Drugs are a solved problem—all they have to do is declare an end to the war on drugs—U.S. OUT OF AMERICA!—take the government-inflated profits out of the traffic, and watch the drug war's walking wounded gradually transform themselves back into intelligent, capable, and responsible men and women. And by the way, Rush, wrong again: from the time the first prehuman, down from the trees on the Serengeti Plain, decided to eat leopard instead of being eaten, morality has never been defined in any way except by individual choice.
We all know it's true.
We also know that what I said before is true—that solved problems are a menace, offering no profit, politically or financially, to the merchants of fear or their political symbionts. Likewise, those intelligent, capable, and responsible men and women are a menace in and of themselves, offering the merchants of fear and their political symbionts neither clients nor victims. What does offer unlimited profit of both kinds is their daily calculated destruction of the Bill of Rights—the only thing that keeps America from becoming the world's largest banana republic—so that society will continue to shake itself to pieces, generating plenty of gory, colorful pictures for the cameras of the merchants of fear—and plenty of unrestricted power for their political symbionts.
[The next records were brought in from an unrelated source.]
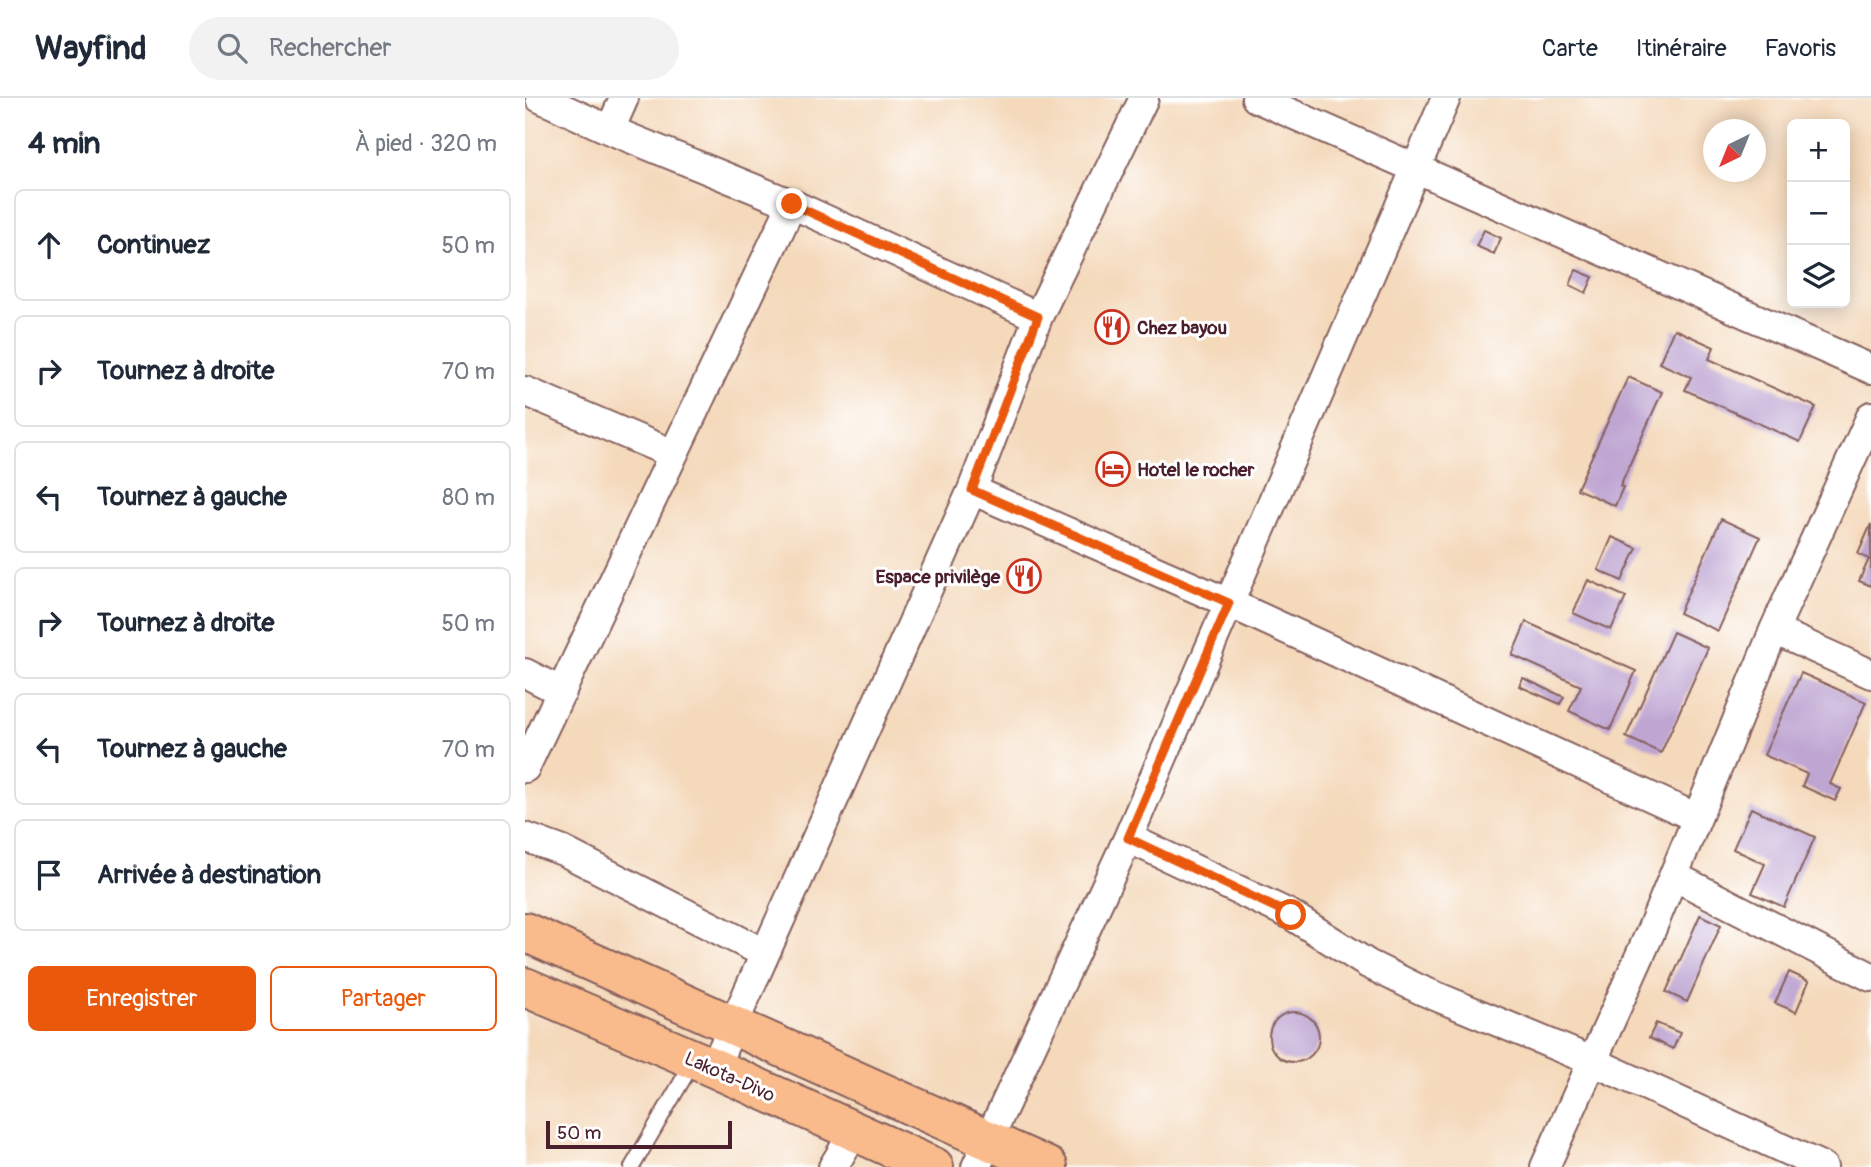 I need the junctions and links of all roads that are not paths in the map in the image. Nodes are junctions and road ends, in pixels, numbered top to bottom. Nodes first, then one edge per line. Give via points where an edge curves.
1 (540, 98) edge
2 (624, 98) edge
3 (1144, 98) edge
4 (1256, 98) edge
5 (1446, 98) edge
6 (610, 130) junction
7 (1417, 169) junction
8 (792, 204) junction
9 (1038, 317) junction
10 (1871, 369) edge
11 (525, 391) edge
12 (1871, 416) edge
13 (673, 454) junction
14 (972, 490) junction
15 (1229, 603) junction
16 (1774, 630) junction
17 (525, 673) edge
18 (1871, 674) edge
19 (562, 692) junction
20 (525, 768) edge
21 (1697, 818) junction
22 (525, 836) edge
23 (1128, 838) junction
24 (1674, 876) junction
25 (525, 932) edge
26 (764, 953) junction
27 (1871, 977) edge
28 (525, 987) edge
29 (732, 1026) junction
30 (1592, 1061) junction
31 (704, 1063) junction
32 (854, 1132) junction
33 (982, 1154) edge
34 (632, 1167) edge
35 (834, 1167) edge
36 (934, 1167) edge
37 (1048, 1167) edge
38 (1545, 1167) edge
39 (1823, 1167) edge

1 - 6 street
2 - 6 street
3 - 9 street
4 - 7 street
5 - 7 street
6 - 8 street
7 - 10 street
7 - 15 street
8 - 9 street
8 - 13 street
9 - 14 street
11 - 13 street
12 - 16 street
13 - 19 street
14 - 15 street
14 - 26 street
15 - 21 street
15 - 23 street
16 - 18 street
16 - 21 street
17 - 19 street
19 - 20 street
21 - 24 street
22 - 26 street
23 - 30 street via 1291,915 1421,990
23 - 33 street
24 - 27 street
24 - 30 street
25 - 29 main road
26 - 29 street
28 - 31 main road, Lakota-Divo
29 - 31 street
29 - 33 main road
30 - 38 street
30 - 39 street
31 - 32 main road, Lakota-Divo
31 - 34 lane
32 - 35 street
32 - 36 main road, Lakota-Divo
33 - 37 main road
Once again, it's called "symbiosis".
So, what can we do about it? I'm here tonight to offer three or four answers to that question, and you can pick whatever you like best and put it to use.
Here's answer number one:
As a novelist, I have a somewhat higher soapbox to stand on than most people do when it comes to talking back to the merchants of fear. Yet it makes me just as mad when ABC, NBC, CBS, PBS, CNN, and NPR not only lie consistently and blatantly about the individual right to own and carry weapons, but insert their lies into "news" broadcasts and programs billed as entertainment.
It's been going on for decades. You know when a politician's lying—his mouth moves—but merchants of fear are capable of lying with a twitch of an eyebrow or the slant of a shoulder. They can load questions for the "man in the street" and get the public to lie for them. They can even lie by making sure that the badguy in a series episode has rifles and game trophies on his wall.
The most infuriating part is that you don't get to talk back. They take full advantage of the fact that any amateur, offered a rare chance to be on TV, can easily be made to look foolish. Ask those who've tried: I give speeches where people laugh in all the right places and grown men have wept. The one occasion I tried replying to a TV editorial, I looked like Archie Bunker. Most antigun propaganda can't be dealt with this way anyway, because the merchants of fear are too dishonest to present it as a straightforward editorial.
Since the Bill of Rights protects a broadcaster's freedom under the First Amendment to attack our freedom under the Second, the next thought that usually occurs to an irate viewer is to get back at the merchants of fear through their wallets, boycotting programs or their sponsors. I've never been impressed with this tactic. True, you deprive your enemy of his income; you also deprive yourself of whatever he produces, maybe something you really need. Sometimes it's worth the sacrifice, sometimes it isn't, and individual opinions always differ.
The main problem is that for a boycott to be effective, you must first persuade thousands—maybe even millions of others—to go along, which is a lot of work and usually not successful. No matter what this country's self-appointed political and religious leaders claim, self-sacrifice has never been what America is all about, and it doesn't work as any kind of an incentive. Robert A. Heinlein put it best when he said it's pointless to appeal to someone's "better nature". He may not have one. Better to appeal to his self-interest.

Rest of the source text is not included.